**REQUIRED WORK:** Pick out each line in these entries that contains the string "Delaigue".

**MATERIAL TO PROCESS:**
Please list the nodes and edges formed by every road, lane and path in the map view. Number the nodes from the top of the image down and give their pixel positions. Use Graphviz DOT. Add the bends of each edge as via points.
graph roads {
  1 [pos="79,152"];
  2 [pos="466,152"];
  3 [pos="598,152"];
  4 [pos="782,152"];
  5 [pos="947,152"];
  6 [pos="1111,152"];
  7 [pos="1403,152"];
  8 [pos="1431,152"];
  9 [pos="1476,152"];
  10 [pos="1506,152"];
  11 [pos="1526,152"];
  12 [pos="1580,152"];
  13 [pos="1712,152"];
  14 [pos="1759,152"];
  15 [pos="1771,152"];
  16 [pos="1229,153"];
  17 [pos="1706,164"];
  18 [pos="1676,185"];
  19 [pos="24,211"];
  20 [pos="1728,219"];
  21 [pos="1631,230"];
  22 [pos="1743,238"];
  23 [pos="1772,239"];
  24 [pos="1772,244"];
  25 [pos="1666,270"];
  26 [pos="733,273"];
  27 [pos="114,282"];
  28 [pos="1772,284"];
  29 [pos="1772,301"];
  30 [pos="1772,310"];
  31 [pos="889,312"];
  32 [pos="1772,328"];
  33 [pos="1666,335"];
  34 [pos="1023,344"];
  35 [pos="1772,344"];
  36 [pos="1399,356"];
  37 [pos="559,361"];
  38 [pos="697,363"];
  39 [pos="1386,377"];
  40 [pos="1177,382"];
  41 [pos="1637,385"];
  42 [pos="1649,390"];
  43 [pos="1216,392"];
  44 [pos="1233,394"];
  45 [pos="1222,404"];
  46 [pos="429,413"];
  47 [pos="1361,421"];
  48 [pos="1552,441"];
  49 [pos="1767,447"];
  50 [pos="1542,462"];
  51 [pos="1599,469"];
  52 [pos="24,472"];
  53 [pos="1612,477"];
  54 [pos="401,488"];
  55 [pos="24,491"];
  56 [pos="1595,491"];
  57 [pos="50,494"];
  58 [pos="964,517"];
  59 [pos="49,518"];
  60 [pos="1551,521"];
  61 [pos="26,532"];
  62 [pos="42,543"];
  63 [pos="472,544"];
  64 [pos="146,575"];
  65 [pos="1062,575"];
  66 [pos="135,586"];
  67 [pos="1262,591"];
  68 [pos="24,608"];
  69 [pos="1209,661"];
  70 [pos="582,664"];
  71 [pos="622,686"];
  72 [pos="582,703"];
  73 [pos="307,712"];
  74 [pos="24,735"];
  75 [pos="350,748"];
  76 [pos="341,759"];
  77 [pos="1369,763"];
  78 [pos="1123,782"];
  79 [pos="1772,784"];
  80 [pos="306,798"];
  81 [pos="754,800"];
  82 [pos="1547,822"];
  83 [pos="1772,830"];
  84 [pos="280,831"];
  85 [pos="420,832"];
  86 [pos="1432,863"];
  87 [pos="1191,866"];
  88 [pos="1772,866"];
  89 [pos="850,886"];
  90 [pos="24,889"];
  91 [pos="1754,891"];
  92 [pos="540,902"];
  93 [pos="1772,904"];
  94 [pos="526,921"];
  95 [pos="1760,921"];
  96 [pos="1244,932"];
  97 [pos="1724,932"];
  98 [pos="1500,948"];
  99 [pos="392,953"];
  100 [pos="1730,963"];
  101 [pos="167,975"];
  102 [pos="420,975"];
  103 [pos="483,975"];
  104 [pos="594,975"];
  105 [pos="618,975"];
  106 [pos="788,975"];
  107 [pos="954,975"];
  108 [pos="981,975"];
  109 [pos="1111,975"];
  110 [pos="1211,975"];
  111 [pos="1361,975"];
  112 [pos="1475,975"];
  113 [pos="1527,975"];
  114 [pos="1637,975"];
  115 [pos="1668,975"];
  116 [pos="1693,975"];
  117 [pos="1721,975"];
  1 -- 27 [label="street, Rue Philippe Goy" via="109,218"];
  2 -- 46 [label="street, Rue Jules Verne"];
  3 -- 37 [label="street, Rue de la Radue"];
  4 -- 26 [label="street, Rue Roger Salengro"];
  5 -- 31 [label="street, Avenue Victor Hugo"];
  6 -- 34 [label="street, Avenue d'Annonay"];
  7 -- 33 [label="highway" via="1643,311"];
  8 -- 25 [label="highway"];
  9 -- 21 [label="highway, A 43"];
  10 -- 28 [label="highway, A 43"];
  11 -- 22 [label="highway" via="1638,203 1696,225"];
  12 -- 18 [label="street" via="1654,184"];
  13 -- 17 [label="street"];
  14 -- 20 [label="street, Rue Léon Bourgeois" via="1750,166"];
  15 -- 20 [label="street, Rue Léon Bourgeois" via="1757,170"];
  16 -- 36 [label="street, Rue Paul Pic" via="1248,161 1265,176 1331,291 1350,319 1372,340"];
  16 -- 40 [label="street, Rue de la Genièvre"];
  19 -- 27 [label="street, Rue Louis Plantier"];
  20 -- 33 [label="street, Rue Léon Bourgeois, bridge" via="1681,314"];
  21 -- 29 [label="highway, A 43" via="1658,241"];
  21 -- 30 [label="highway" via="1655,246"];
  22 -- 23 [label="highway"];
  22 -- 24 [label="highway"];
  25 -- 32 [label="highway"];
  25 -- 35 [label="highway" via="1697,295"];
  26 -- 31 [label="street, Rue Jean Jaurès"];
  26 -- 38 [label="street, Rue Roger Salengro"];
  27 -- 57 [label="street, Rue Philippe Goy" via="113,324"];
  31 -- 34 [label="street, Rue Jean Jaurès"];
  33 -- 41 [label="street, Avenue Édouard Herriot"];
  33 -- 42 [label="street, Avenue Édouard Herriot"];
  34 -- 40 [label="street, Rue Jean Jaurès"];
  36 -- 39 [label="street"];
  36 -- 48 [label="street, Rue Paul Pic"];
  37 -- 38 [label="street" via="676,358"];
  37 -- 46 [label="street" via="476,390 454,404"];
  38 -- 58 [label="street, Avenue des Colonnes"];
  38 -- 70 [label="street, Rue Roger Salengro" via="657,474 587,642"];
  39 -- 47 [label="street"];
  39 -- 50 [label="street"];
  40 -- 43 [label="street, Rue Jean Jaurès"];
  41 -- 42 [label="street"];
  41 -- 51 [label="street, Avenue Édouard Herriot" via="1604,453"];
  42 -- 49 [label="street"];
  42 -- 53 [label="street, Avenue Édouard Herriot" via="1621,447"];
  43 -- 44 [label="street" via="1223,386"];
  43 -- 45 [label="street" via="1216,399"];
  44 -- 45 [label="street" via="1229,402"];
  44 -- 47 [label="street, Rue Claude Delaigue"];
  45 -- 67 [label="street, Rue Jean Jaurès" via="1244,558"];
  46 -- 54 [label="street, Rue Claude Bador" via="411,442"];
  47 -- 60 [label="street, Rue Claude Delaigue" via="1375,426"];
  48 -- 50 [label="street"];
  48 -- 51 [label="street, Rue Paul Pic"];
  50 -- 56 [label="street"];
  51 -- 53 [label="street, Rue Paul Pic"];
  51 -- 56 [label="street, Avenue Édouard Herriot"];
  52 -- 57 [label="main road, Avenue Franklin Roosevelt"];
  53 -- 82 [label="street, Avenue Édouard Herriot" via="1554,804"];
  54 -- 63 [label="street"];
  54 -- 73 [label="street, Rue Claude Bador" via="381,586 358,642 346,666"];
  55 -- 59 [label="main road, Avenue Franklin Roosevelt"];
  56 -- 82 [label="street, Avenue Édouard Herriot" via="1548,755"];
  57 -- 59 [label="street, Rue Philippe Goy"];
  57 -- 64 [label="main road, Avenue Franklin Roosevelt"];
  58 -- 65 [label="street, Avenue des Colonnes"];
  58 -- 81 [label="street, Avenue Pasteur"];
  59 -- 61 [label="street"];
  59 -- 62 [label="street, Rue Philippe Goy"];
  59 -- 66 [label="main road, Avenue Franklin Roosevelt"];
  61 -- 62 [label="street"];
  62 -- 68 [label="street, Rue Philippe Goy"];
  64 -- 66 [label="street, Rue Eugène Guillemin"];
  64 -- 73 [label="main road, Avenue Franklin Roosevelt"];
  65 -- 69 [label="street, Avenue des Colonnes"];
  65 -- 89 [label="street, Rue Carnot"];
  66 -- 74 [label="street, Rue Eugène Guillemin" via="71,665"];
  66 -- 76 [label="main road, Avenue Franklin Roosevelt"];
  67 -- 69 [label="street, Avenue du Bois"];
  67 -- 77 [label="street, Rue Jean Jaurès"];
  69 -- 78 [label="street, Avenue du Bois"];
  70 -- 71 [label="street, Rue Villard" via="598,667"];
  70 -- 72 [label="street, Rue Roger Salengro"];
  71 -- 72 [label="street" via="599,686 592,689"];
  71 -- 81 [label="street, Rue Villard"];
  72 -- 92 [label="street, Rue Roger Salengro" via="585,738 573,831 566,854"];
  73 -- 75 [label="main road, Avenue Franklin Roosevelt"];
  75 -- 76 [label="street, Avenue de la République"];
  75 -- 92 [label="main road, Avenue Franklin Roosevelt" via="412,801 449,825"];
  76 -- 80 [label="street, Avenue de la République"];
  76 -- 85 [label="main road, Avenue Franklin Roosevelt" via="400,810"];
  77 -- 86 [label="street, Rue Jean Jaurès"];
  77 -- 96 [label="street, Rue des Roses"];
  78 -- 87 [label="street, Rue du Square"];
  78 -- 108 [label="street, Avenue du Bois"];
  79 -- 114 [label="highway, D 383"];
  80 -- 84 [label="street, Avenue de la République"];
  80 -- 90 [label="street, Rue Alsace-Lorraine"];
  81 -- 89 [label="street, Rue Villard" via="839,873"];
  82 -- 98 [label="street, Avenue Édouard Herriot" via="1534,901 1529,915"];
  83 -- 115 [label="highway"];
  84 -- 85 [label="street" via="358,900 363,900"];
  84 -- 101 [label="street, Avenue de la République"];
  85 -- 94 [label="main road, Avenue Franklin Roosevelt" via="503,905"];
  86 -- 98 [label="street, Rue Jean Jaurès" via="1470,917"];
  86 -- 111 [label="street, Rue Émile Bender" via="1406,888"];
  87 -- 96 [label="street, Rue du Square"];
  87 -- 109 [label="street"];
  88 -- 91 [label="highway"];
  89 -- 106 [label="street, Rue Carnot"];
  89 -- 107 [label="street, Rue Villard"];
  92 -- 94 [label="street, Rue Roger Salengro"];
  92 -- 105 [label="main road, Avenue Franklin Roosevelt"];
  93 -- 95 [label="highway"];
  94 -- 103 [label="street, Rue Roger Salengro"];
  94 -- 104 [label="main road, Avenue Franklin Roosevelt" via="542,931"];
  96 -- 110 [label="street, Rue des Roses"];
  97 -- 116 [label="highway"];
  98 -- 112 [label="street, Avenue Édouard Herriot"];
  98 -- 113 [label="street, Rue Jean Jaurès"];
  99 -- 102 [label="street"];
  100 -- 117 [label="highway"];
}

**SOLUTION FOR THIS EXERCISE:**
  44 -- 47 [label="street, Rue Claude Delaigue"];
  47 -- 60 [label="street, Rue Claude Delaigue" via="1375,426"];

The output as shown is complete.